## Given entries
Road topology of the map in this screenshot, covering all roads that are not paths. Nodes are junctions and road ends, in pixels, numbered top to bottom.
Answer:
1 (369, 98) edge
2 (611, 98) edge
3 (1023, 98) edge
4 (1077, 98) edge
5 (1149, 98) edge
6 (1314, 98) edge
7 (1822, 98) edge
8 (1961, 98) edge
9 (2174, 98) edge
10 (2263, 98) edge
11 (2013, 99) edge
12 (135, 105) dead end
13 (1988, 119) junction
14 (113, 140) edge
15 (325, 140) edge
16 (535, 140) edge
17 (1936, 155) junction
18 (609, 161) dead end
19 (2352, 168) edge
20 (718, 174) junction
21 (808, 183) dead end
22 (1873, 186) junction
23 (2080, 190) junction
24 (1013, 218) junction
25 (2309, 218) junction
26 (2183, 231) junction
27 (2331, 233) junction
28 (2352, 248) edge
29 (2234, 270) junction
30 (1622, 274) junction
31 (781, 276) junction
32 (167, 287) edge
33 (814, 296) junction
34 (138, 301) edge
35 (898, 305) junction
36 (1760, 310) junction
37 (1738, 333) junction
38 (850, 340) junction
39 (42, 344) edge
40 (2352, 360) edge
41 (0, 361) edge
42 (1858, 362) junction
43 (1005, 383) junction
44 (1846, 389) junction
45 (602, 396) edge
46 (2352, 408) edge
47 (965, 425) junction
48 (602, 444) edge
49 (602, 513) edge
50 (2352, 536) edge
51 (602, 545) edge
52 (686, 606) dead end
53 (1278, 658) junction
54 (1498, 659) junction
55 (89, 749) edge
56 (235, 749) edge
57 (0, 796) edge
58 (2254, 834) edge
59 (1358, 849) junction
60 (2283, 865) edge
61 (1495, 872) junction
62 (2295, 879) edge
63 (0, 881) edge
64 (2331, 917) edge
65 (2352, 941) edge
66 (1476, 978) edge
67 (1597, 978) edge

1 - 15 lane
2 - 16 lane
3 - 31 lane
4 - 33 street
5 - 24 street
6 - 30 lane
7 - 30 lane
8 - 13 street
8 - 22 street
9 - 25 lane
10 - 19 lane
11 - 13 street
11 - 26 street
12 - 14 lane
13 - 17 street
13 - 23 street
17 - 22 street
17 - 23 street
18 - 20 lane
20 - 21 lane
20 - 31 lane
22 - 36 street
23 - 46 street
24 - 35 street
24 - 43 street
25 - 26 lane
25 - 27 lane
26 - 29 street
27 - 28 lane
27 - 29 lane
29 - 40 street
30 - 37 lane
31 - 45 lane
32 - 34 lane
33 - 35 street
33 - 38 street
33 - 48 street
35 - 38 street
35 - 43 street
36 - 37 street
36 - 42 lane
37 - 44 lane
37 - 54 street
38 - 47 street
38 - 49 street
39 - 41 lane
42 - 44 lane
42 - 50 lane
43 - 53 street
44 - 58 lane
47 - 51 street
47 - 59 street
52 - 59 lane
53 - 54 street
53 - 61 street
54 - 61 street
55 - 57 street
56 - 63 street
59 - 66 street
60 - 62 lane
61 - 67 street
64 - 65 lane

## Exercise objective
Should a line in the material contain "dead", copy it.

## Task solution
12 (135, 105) dead end
18 (609, 161) dead end
21 (808, 183) dead end
52 (686, 606) dead end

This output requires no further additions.